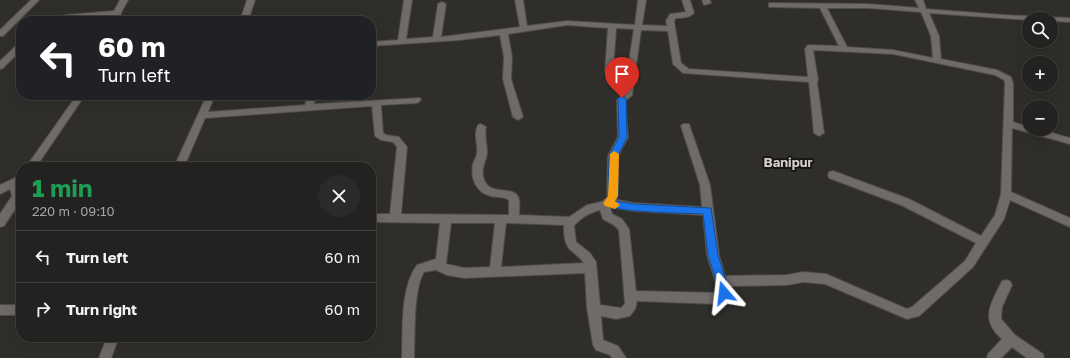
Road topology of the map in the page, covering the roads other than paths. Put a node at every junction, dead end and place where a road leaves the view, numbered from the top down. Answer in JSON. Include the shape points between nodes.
{"nodes":[{"id":1,"x":35,"y":0,"type":"edge"},
{"id":2,"x":124,"y":0,"type":"edge"},
{"id":3,"x":251,"y":0,"type":"edge"},
{"id":4,"x":408,"y":0,"type":"edge"},
{"id":5,"x":519,"y":0,"type":"edge"},
{"id":6,"x":642,"y":0,"type":"edge"},
{"id":7,"x":686,"y":0,"type":"edge"},
{"id":8,"x":919,"y":0,"type":"edge"},
{"id":9,"x":864,"y":3,"type":"edge"},
{"id":10,"x":442,"y":4,"type":"dead end"},
{"id":11,"x":772,"y":5,"type":"dead end"},
{"id":12,"x":825,"y":6,"type":"junction"},
{"id":13,"x":923,"y":10,"type":"junction"},
{"id":14,"x":117,"y":12,"type":"junction"},
{"id":15,"x":19,"y":16,"type":"edge"},
{"id":16,"x":76,"y":16,"type":"edge"},
{"id":17,"x":117,"y":16,"type":"edge"},
{"id":18,"x":246,"y":16,"type":"edge"},
{"id":19,"x":16,"y":18,"type":"edge"},
{"id":20,"x":1070,"y":20,"type":"edge"},
{"id":21,"x":612,"y":25,"type":"junction"},
{"id":22,"x":639,"y":28,"type":"junction"},
{"id":23,"x":672,"y":29,"type":"junction"},
{"id":24,"x":524,"y":30,"type":"junction"},
{"id":25,"x":504,"y":33,"type":"junction"},
{"id":26,"x":0,"y":34,"type":"edge"},
{"id":27,"x":438,"y":40,"type":"junction"},
{"id":28,"x":402,"y":42,"type":"junction"},
{"id":29,"x":376,"y":44,"type":"edge"},
{"id":30,"x":844,"y":48,"type":"junction"},
{"id":31,"x":16,"y":51,"type":"edge"},
{"id":32,"x":937,"y":60,"type":"junction"},
{"id":33,"x":0,"y":66,"type":"edge"},
{"id":34,"x":609,"y":72,"type":"dead end"},
{"id":35,"x":814,"y":80,"type":"junction"},
{"id":36,"x":78,"y":100,"type":"edge"},
{"id":37,"x":209,"y":100,"type":"edge"},
{"id":38,"x":310,"y":100,"type":"edge"},
{"id":39,"x":417,"y":100,"type":"dead end"},
{"id":40,"x":376,"y":103,"type":"junction"},
{"id":41,"x":308,"y":108,"type":"junction"},
{"id":42,"x":202,"y":115,"type":"junction"},
{"id":43,"x":518,"y":117,"type":"dead end"},
{"id":44,"x":1008,"y":124,"type":"junction"},
{"id":45,"x":686,"y":126,"type":"dead end"},
{"id":46,"x":481,"y":127,"type":"dead end"},
{"id":47,"x":819,"y":133,"type":"dead end"},
{"id":48,"x":1070,"y":141,"type":"edge"},
{"id":49,"x":34,"y":162,"type":"edge"},
{"id":50,"x":181,"y":162,"type":"edge"},
{"id":51,"x":832,"y":175,"type":"dead end"},
{"id":52,"x":16,"y":182,"type":"edge"},
{"id":53,"x":0,"y":190,"type":"edge"},
{"id":54,"x":1006,"y":194,"type":"junction"},
{"id":55,"x":16,"y":198,"type":"edge"},
{"id":56,"x":606,"y":204,"type":"junction"},
{"id":57,"x":708,"y":210,"type":"junction"},
{"id":58,"x":376,"y":218,"type":"edge"},
{"id":59,"x":395,"y":218,"type":"junction"},
{"id":60,"x":446,"y":218,"type":"junction"},
{"id":61,"x":501,"y":219,"type":"junction"},
{"id":62,"x":514,"y":219,"type":"junction"},
{"id":63,"x":570,"y":221,"type":"junction"},
{"id":64,"x":0,"y":223,"type":"edge"},
{"id":65,"x":1070,"y":223,"type":"edge"},
{"id":66,"x":984,"y":242,"type":"junction"},
{"id":67,"x":438,"y":265,"type":"junction"},
{"id":68,"x":590,"y":268,"type":"junction"},
{"id":69,"x":495,"y":273,"type":"junction"},
{"id":70,"x":721,"y":281,"type":"junction"},
{"id":71,"x":1006,"y":285,"type":"dead end"},
{"id":72,"x":630,"y":296,"type":"junction"},
{"id":73,"x":594,"y":308,"type":"junction"},
{"id":74,"x":0,"y":310,"type":"edge"},
{"id":75,"x":16,"y":310,"type":"edge"},
{"id":76,"x":1011,"y":339,"type":"junction"},
{"id":77,"x":111,"y":342,"type":"edge"},
{"id":78,"x":105,"y":358,"type":"edge"},
{"id":79,"x":408,"y":358,"type":"edge"},
{"id":80,"x":620,"y":358,"type":"edge"},
{"id":81,"x":993,"y":358,"type":"edge"},
{"id":82,"x":1038,"y":358,"type":"edge"}],
"edges":[{"from":1,"to":15,"type":"street"},
{"from":2,"to":14,"type":"street"},
{"from":3,"to":18,"type":"street"},
{"from":4,"to":28,"type":"street"},
{"from":5,"to":24,"type":"street"},
{"from":6,"to":22,"type":"street"},
{"from":7,"to":23,"type":"street","via":[[690,13],[670,18]]},
{"from":8,"to":13,"type":"street"},
{"from":9,"to":12,"type":"street"},
{"from":9,"to":13,"type":"street"},
{"from":10,"to":27,"type":"street"},
{"from":11,"to":12,"type":"street"},
{"from":12,"to":30,"type":"street","via":[[824,10]]},
{"from":13,"to":20,"type":"street"},
{"from":13,"to":32,"type":"street","via":[[935,36]]},
{"from":14,"to":16,"type":"street"},
{"from":14,"to":17,"type":"street"},
{"from":19,"to":26,"type":"street"},
{"from":21,"to":22,"type":"street"},
{"from":21,"to":24,"type":"street","via":[[567,23]]},
{"from":21,"to":34,"type":"street"},
{"from":22,"to":23,"type":"street"},
{"from":22,"to":56,"type":"street","via":[[628,95],[620,100],[623,137],[614,156],[613,196]]},
{"from":23,"to":35,"type":"street","via":[[678,64],[686,71]]},
{"from":24,"to":25,"type":"street"},
{"from":25,"to":27,"type":"street"},
{"from":25,"to":43,"type":"street","via":[[508,57],[506,75]]},
{"from":27,"to":28,"type":"street"},
{"from":28,"to":29,"type":"street"},
{"from":30,"to":32,"type":"street","via":[[893,52]]},
{"from":30,"to":35,"type":"street","via":[[815,46],[809,49]]},
{"from":31,"to":33,"type":"street"},
{"from":32,"to":44,"type":"street","via":[[997,73],[1008,79]]},
{"from":35,"to":47,"type":"street"},
{"from":36,"to":49,"type":"street"},
{"from":37,"to":42,"type":"street"},
{"from":38,"to":41,"type":"street"},
{"from":39,"to":40,"type":"street"},
{"from":40,"to":41,"type":"street"},
{"from":40,"to":59,"type":"street","via":[[378,134],[384,138],[396,139],[402,148]]},
{"from":41,"to":42,"type":"street"},
{"from":42,"to":50,"type":"street"},
{"from":44,"to":48,"type":"street"},
{"from":44,"to":54,"type":"street"},
{"from":45,"to":57,"type":"street","via":[[703,175]]},
{"from":46,"to":62,"type":"street","via":[[479,140],[482,154],[477,167],[479,182],[488,192],[512,196]]},
{"from":51,"to":66,"type":"street","via":[[905,202]]},
{"from":52,"to":53,"type":"street"},
{"from":54,"to":65,"type":"street"},
{"from":54,"to":66,"type":"street","via":[[1000,216]]},
{"from":55,"to":64,"type":"street"},
{"from":56,"to":57,"type":"street"},
{"from":56,"to":63,"type":"street","via":[[591,208]]},
{"from":56,"to":72,"type":"street","via":[[607,216],[624,229]]},
{"from":57,"to":70,"type":"street","via":[[713,255]]},
{"from":58,"to":59,"type":"street"},
{"from":59,"to":60,"type":"street"},
{"from":60,"to":61,"type":"street"},
{"from":60,"to":67,"type":"street","via":[[442,258]]},
{"from":61,"to":62,"type":"street"},
{"from":61,"to":69,"type":"street"},
{"from":62,"to":63,"type":"street"},
{"from":63,"to":68,"type":"street","via":[[570,243],[587,256]]},
{"from":66,"to":70,"type":"street","via":[[969,264],[915,312],[907,314],[826,279]]},
{"from":67,"to":69,"type":"street","via":[[456,272]]},
{"from":67,"to":79,"type":"street","via":[[421,268],[415,275],[410,309]]},
{"from":68,"to":69,"type":"street"},
{"from":68,"to":73,"type":"street"},
{"from":70,"to":72,"type":"street","via":[[724,293],[723,297],[718,299]]},
{"from":71,"to":76,"type":"street","via":[[994,310],[994,320]]},
{"from":72,"to":73,"type":"street","via":[[630,310],[627,313],[620,314]]},
{"from":73,"to":80,"type":"street","via":[[597,341],[600,346],[614,350]]},
{"from":74,"to":75,"type":"street"},
{"from":76,"to":81,"type":"street"},
{"from":76,"to":82,"type":"street"},
{"from":77,"to":78,"type":"street"}]}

* * *

Brief: Gather every line from the entries above where the word "dead" appears, and copy them.

Worked solution:
Road topology of the map in the page, covering the roads other than paths. Put a node at every junction, dead end and place where a road leaves the view, numbered from the top down. Answer in JSON. Include the shape points between nodes.
{"id":10,"x":442,"y":4,"type":"dead end"},
{"id":11,"x":772,"y":5,"type":"dead end"},
{"id":34,"x":609,"y":72,"type":"dead end"},
{"id":39,"x":417,"y":100,"type":"dead end"},
{"id":43,"x":518,"y":117,"type":"dead end"},
{"id":45,"x":686,"y":126,"type":"dead end"},
{"id":46,"x":481,"y":127,"type":"dead end"},
{"id":47,"x":819,"y":133,"type":"dead end"},
{"id":51,"x":832,"y":175,"type":"dead end"},
{"id":71,"x":1006,"y":285,"type":"dead end"},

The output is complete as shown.